Building a Platform that Respects Brands and Users Alike

Digital technology is maturing and diversifying into many different services and networks. You already know the big ones: Google, Facebook, and, to a certain extent, Twitter.

How many networks does any one individual (known as user) join and use? Which services and technologies are brands favoring to achieve scale?

More than is there room for more services/networks? The question has shifted to where does it make sense to trade, and what does the model look like?

Intent is where search and share meet

To me, a successful content strategy addresses how to build a platform that respects brands and users alike. While sharing lives a the intersection between marketing and community building and search at the intersection of marketing and editorial impact, these are not where all the action is.

There is a third term that connects what we intend (think about) with what we do: intent.

It sits at the intersection of community building and editorial impact, where brands trade promises and individuals who use technology make their connection or transition from intending to do something to actual behavior or intent.

This scenario works even as you look at information and news.

Saturday Three

The three stories that caught my eye this week are:


1Andrew Weissman asks is this the golden age of Internet marketing? And proceeds to explain how new digital technologies and networks allow brands to go native:

These new emerging revenues streams will be native monetization models that are consistent with the fabric of the product, that run with the grain of how users interact with and use the service. Google ads are the perfect, and prototypical, example, because they deliver a unit in a manner consistent with the way the user is using the product to search for information. These units generally work because they align the interest of the three interested parties in a search: users, marketers and publishers. Users get what they are looking for; marketers' get performance on their spend because they buy against the search action itself; and finally publishers generate traffic from the content.

Platform as broker.


2One of the most common issues people raise when they talk about establishing outposts in digital media and social networks is that of overwhelm. In an interview at O'Reilly Radar, Clay Johnson says don't blame the information for your bad consumption habits:

Information overload is the wrong term because it blames the information. That doesn't make any sense because information isn't something that can make decisions or be malicious. Information is something that informs decisions, and those decisions are made by people.

[…] Because of this mistake in how we look at the problem, we're unable to fix it. Information overload's message is, "put these tools on your computer, and you'll better manage the information." This kind of practice would be like trying to go on a food diet by buying a different kind of refrigerator, or trying to become a professional athlete by relying solely on the purchase of running shoes. The problem is, we don't need to manage the information. We need to manage our consumption of it.

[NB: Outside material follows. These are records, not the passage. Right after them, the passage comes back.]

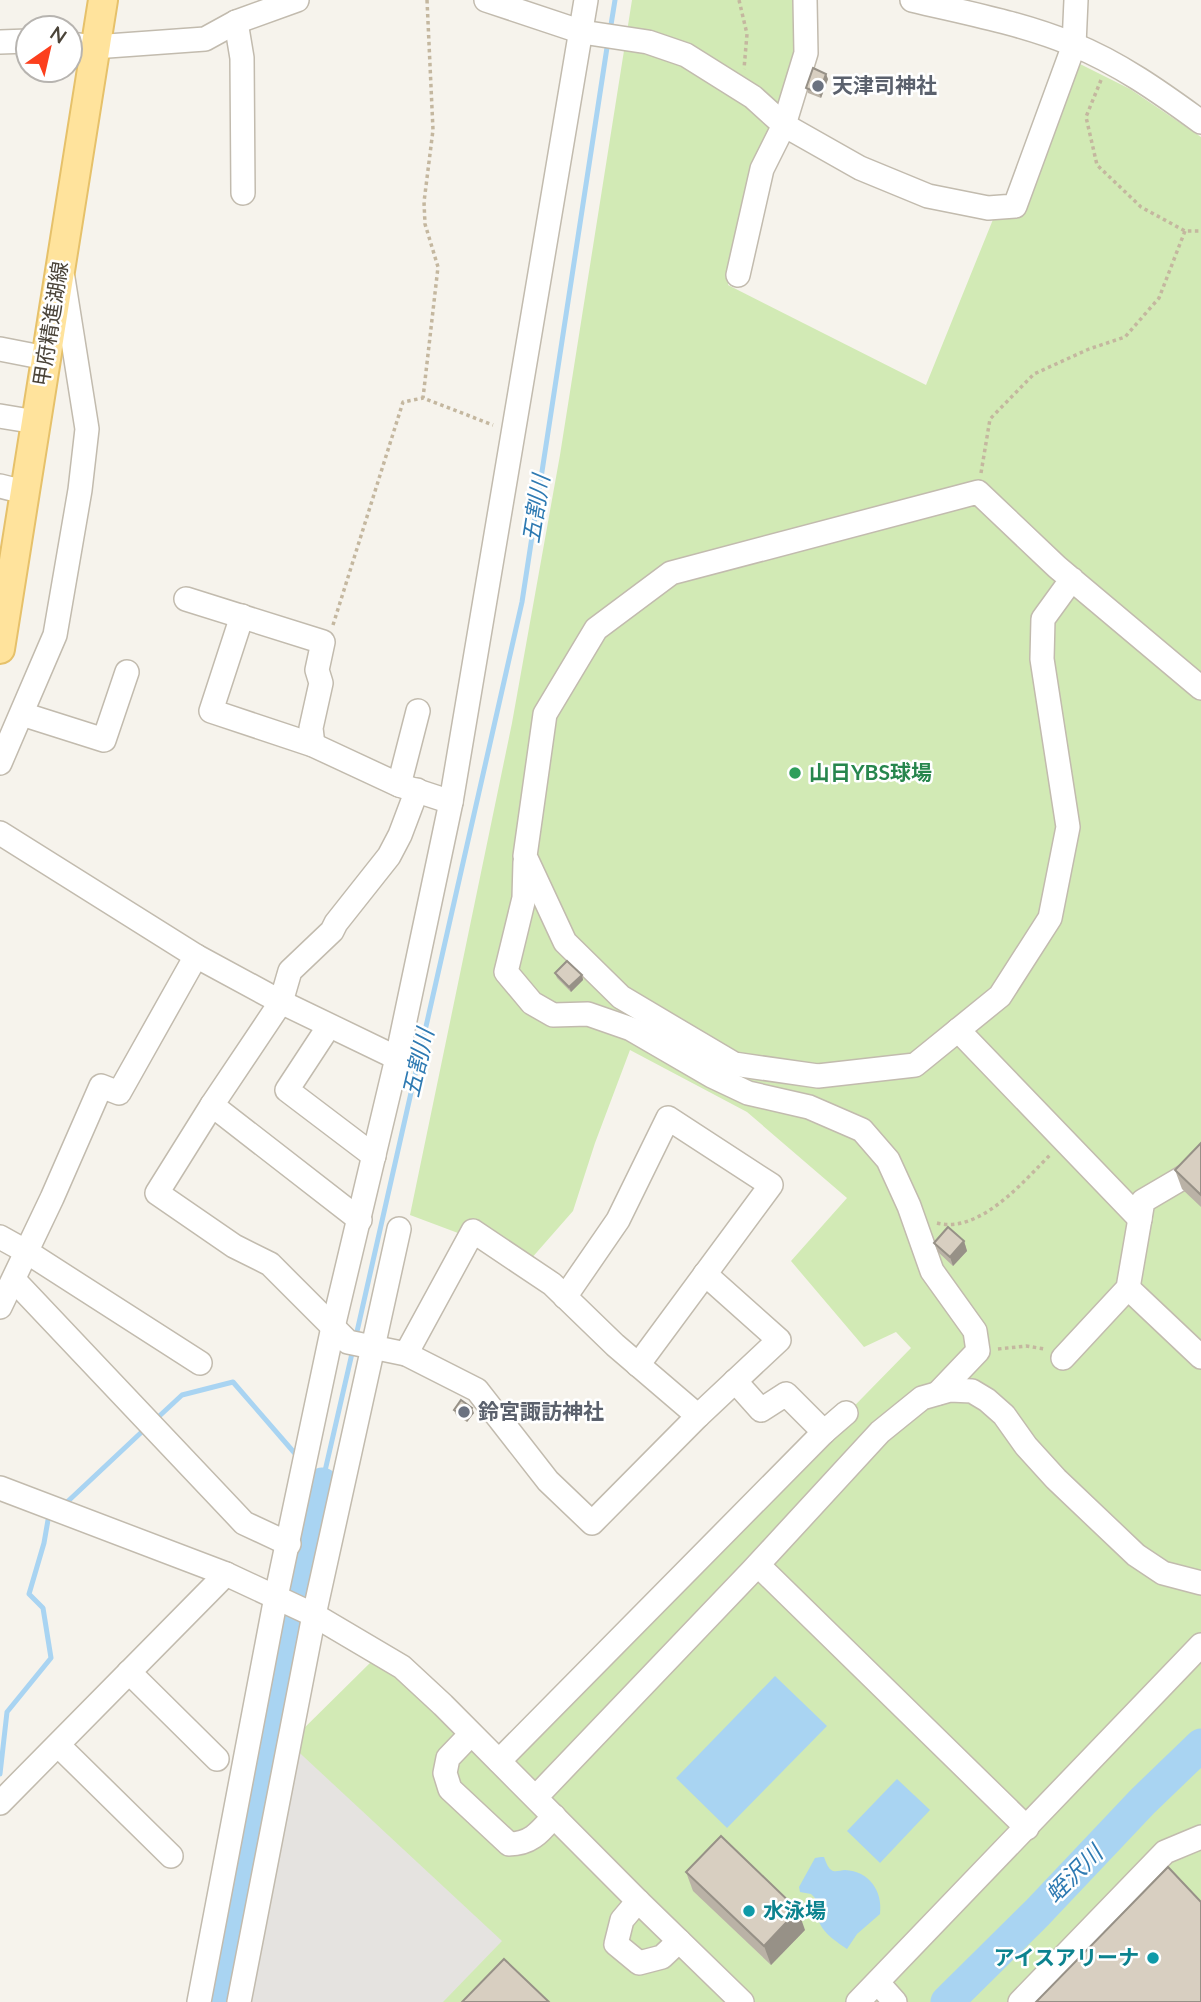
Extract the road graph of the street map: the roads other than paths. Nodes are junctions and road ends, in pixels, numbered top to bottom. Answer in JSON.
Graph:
{"nodes":[{"id":1,"x":103,"y":0,"type":"edge"},
{"id":2,"x":486,"y":0,"type":"edge"},
{"id":3,"x":586,"y":0,"type":"edge"},
{"id":4,"x":805,"y":0,"type":"edge"},
{"id":5,"x":912,"y":0,"type":"edge"},
{"id":6,"x":1076,"y":0,"type":"edge"},
{"id":7,"x":291,"y":1,"type":"edge"},
{"id":8,"x":236,"y":22,"type":"junction"},
{"id":9,"x":597,"y":34,"type":"junction"},
{"id":10,"x":84,"y":42,"type":"edge"},
{"id":11,"x":1074,"y":45,"type":"junction"},
{"id":12,"x":84,"y":46,"type":"edge"},
{"id":13,"x":78,"y":84,"type":"edge"},
{"id":14,"x":1201,"y":122,"type":"edge"},
{"id":15,"x":784,"y":125,"type":"junction"},
{"id":16,"x":243,"y":193,"type":"dead end"},
{"id":17,"x":61,"y":265,"type":"junction"},
{"id":18,"x":738,"y":275,"type":"dead end"},
{"id":19,"x":0,"y":349,"type":"edge"},
{"id":20,"x":46,"y":358,"type":"junction"},
{"id":21,"x":0,"y":416,"type":"edge"},
{"id":22,"x":36,"y":422,"type":"junction"},
{"id":23,"x":12,"y":489,"type":"edge"},
{"id":24,"x":1072,"y":579,"type":"junction"},
{"id":25,"x":186,"y":599,"type":"dead end"},
{"id":26,"x":242,"y":617,"type":"junction"},
{"id":27,"x":0,"y":649,"type":"edge"},
{"id":28,"x":127,"y":673,"type":"dead end"},
{"id":29,"x":1201,"y":688,"type":"edge"},
{"id":30,"x":418,"y":711,"type":"dead end"},
{"id":31,"x":22,"y":714,"type":"junction"},
{"id":32,"x":313,"y":745,"type":"junction"},
{"id":33,"x":0,"y":763,"type":"edge"},
{"id":34,"x":408,"y":787,"type":"junction"},
{"id":35,"x":451,"y":802,"type":"junction"},
{"id":36,"x":0,"y":834,"type":"edge"},
{"id":37,"x":525,"y":856,"type":"junction"},
{"id":38,"x":196,"y":956,"type":"junction"},
{"id":39,"x":281,"y":1002,"type":"junction"},
{"id":40,"x":329,"y":1026,"type":"junction"},
{"id":41,"x":958,"y":1030,"type":"junction"},
{"id":42,"x":397,"y":1058,"type":"junction"},
{"id":43,"x":212,"y":1105,"type":"junction"},
{"id":44,"x":374,"y":1156,"type":"junction"},
{"id":45,"x":1201,"y":1167,"type":"edge"},
{"id":46,"x":1140,"y":1219,"type":"junction"},
{"id":47,"x":360,"y":1220,"type":"junction"},
{"id":48,"x":399,"y":1228,"type":"dead end"},
{"id":49,"x":0,"y":1237,"type":"edge"},
{"id":50,"x":27,"y":1252,"type":"junction"},
{"id":51,"x":705,"y":1275,"type":"junction"},
{"id":52,"x":14,"y":1280,"type":"junction"},
{"id":53,"x":1128,"y":1288,"type":"junction"},
{"id":54,"x":565,"y":1297,"type":"junction"},
{"id":55,"x":0,"y":1307,"type":"edge"},
{"id":56,"x":355,"y":1341,"type":"junction"},
{"id":57,"x":406,"y":1354,"type":"junction"},
{"id":58,"x":1201,"y":1357,"type":"edge"},
{"id":59,"x":1063,"y":1358,"type":"road end"},
{"id":60,"x":200,"y":1363,"type":"dead end"},
{"id":61,"x":638,"y":1365,"type":"junction"},
{"id":62,"x":735,"y":1381,"type":"junction"},
{"id":63,"x":937,"y":1393,"type":"junction"},
{"id":64,"x":846,"y":1413,"type":"dead end"},
{"id":65,"x":698,"y":1416,"type":"junction"},
{"id":66,"x":824,"y":1432,"type":"junction"},
{"id":67,"x":0,"y":1488,"type":"edge"},
{"id":68,"x":289,"y":1544,"type":"junction"},
{"id":69,"x":758,"y":1565,"type":"junction"},
{"id":70,"x":226,"y":1574,"type":"junction"},
{"id":71,"x":1201,"y":1583,"type":"edge"},
{"id":72,"x":281,"y":1600,"type":"junction"},
{"id":73,"x":311,"y":1614,"type":"junction"},
{"id":74,"x":1197,"y":1660,"type":"edge"},
{"id":75,"x":129,"y":1672,"type":"junction"},
{"id":76,"x":471,"y":1734,"type":"junction"},
{"id":77,"x":58,"y":1745,"type":"junction"},
{"id":78,"x":217,"y":1759,"type":"dead end"},
{"id":79,"x":499,"y":1761,"type":"junction"},
{"id":80,"x":536,"y":1797,"type":"junction"},
{"id":81,"x":0,"y":1803,"type":"edge"},
{"id":82,"x":554,"y":1816,"type":"junction"},
{"id":83,"x":1027,"y":1828,"type":"junction"},
{"id":84,"x":1201,"y":1837,"type":"edge"},
{"id":85,"x":171,"y":1856,"type":"dead end"},
{"id":86,"x":638,"y":1901,"type":"junction"},
{"id":87,"x":679,"y":1941,"type":"junction"},
{"id":88,"x":878,"y":1983,"type":"junction"},
{"id":89,"x":199,"y":1998,"type":"edge"},
{"id":90,"x":239,"y":2002,"type":"edge"},
{"id":91,"x":742,"y":2002,"type":"edge"},
{"id":92,"x":858,"y":2002,"type":"edge"},
{"id":93,"x":895,"y":2002,"type":"edge"},
{"id":94,"x":1020,"y":2002,"type":"edge"}],
"edges":[{"from":1,"to":10,"type":"main road","name":"甲府精進湖線"},
{"from":2,"to":9,"type":"street"},
{"from":3,"to":9,"type":"street"},
{"from":4,"to":15,"type":"street"},
{"from":5,"to":11,"type":"street"},
{"from":6,"to":11,"type":"street"},
{"from":7,"to":8,"type":"street"},
{"from":8,"to":12,"type":"street"},
{"from":8,"to":16,"type":"street"},
{"from":9,"to":15,"type":"street"},
{"from":9,"to":35,"type":"street"},
{"from":11,"to":14,"type":"street"},
{"from":11,"to":15,"type":"street"},
{"from":13,"to":17,"type":"main road","name":"甲府精進湖線"},
{"from":15,"to":18,"type":"street"},
{"from":17,"to":20,"type":"main road","name":"甲府精進湖線"},
{"from":17,"to":31,"type":"street"},
{"from":19,"to":20,"type":"street"},
{"from":20,"to":22,"type":"main road","name":"甲府精進湖線"},
{"from":21,"to":22,"type":"street"},
{"from":22,"to":23,"type":"main road","name":"甲府精進湖線"},
{"from":23,"to":27,"type":"main road","name":"甲府精進湖線"},
{"from":24,"to":29,"type":"street"},
{"from":24,"to":37,"type":"street"},
{"from":24,"to":41,"type":"street"},
{"from":25,"to":26,"type":"street"},
{"from":26,"to":32,"type":"street"},
{"from":26,"to":32,"type":"street"},
{"from":28,"to":31,"type":"street"},
{"from":30,"to":34,"type":"street"},
{"from":31,"to":33,"type":"street"},
{"from":32,"to":34,"type":"street"},
{"from":34,"to":35,"type":"street"},
{"from":34,"to":39,"type":"street"},
{"from":35,"to":42,"type":"street"},
{"from":36,"to":38,"type":"street"},
{"from":37,"to":41,"type":"street"},
{"from":37,"to":63,"type":"street"},
{"from":38,"to":39,"type":"street"},
{"from":38,"to":50,"type":"street"},
{"from":39,"to":40,"type":"street"},
{"from":39,"to":43,"type":"street"},
{"from":40,"to":42,"type":"street"},
{"from":40,"to":44,"type":"street"},
{"from":41,"to":46,"type":"street"},
{"from":42,"to":44,"type":"street"},
{"from":43,"to":47,"type":"street"},
{"from":43,"to":56,"type":"street"},
{"from":44,"to":47,"type":"street"},
{"from":45,"to":46,"type":"street"},
{"from":46,"to":53,"type":"street"},
{"from":47,"to":56,"type":"street"},
{"from":48,"to":56,"type":"street"},
{"from":49,"to":50,"type":"street"},
{"from":50,"to":52,"type":"street"},
{"from":50,"to":60,"type":"street"},
{"from":51,"to":54,"type":"street"},
{"from":51,"to":61,"type":"street"},
{"from":51,"to":62,"type":"street"},
{"from":52,"to":55,"type":"street"},
{"from":52,"to":68,"type":"street"},
{"from":53,"to":58,"type":"street"},
{"from":53,"to":59,"type":"street"},
{"from":54,"to":57,"type":"street"},
{"from":54,"to":61,"type":"street"},
{"from":56,"to":57,"type":"street"},
{"from":56,"to":68,"type":"street"},
{"from":56,"to":73,"type":"street"},
{"from":57,"to":65,"type":"street"},
{"from":61,"to":65,"type":"street"},
{"from":62,"to":65,"type":"street"},
{"from":62,"to":66,"type":"street"},
{"from":63,"to":69,"type":"street"},
{"from":63,"to":71,"type":"street"},
{"from":64,"to":66,"type":"street"},
{"from":66,"to":79,"type":"street"},
{"from":67,"to":70,"type":"street"},
{"from":68,"to":72,"type":"street"},
{"from":69,"to":80,"type":"street"},
{"from":69,"to":83,"type":"street"},
{"from":70,"to":72,"type":"street"},
{"from":70,"to":75,"type":"street"},
{"from":72,"to":73,"type":"street"},
{"from":72,"to":89,"type":"street"},
{"from":73,"to":76,"type":"street"},
{"from":73,"to":90,"type":"street"},
{"from":74,"to":83,"type":"street"},
{"from":75,"to":77,"type":"street"},
{"from":75,"to":78,"type":"street"},
{"from":76,"to":79,"type":"street"},
{"from":76,"to":82,"type":"street"},
{"from":77,"to":81,"type":"street"},
{"from":77,"to":85,"type":"street"},
{"from":79,"to":80,"type":"street"},
{"from":80,"to":82,"type":"street"},
{"from":82,"to":86,"type":"street"},
{"from":83,"to":88,"type":"street"},
{"from":84,"to":94,"type":"street"},
{"from":86,"to":87,"type":"street"},
{"from":86,"to":87,"type":"street"},
{"from":87,"to":91,"type":"street"},
{"from":88,"to":92,"type":"street"},
{"from":88,"to":93,"type":"street"},
{"from":89,"to":90,"type":"street"}]}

The thesis is that junk information can lead to a new form of ignorance. Building new habits also means respecting your own time and learning to become better with critical thinking.


3As people start to think more carefully about what they trade in social networks, they are becoming very conscious that their data is valuable to marketers. As AdAge writes, startups bank on future where consumers broker information about themselves:

A number of startups are launching with the argument that consumers themselves should be in control [of their data]. The potential promises of restoring transparency and control over data to users range from lower health-care premiums to better deals on vacations and, in some scenarios, even cash in exchange for the purchase-intent data that marketers crave.

One application example in the post, quoting Forrester senior analyst Fatemeh Khatibloo, auto marketers looking to sell a car for $30,000 could find it worthwhile to buy data from potential buyers if it enabled them to zero in on the ones looking for specific features.


A modern definition of brand is: Brand is the sum of promises made, promises kept and the unbounded expectations market.

If it’s true that on a personal level, we are motivated to share content and ideas in order to define ourselves to others, to grow and nourish relationships and to get the word out about causes or brands we like or believe in#, it is also true that for brands to be on the receiving end of customer preference, the only workable model is trust.

The brands people choose are the ones they trust. Trust is the end product of a consistent and transparent relationship between business promise and trade. Trust is not earned once. It is earned with every interaction.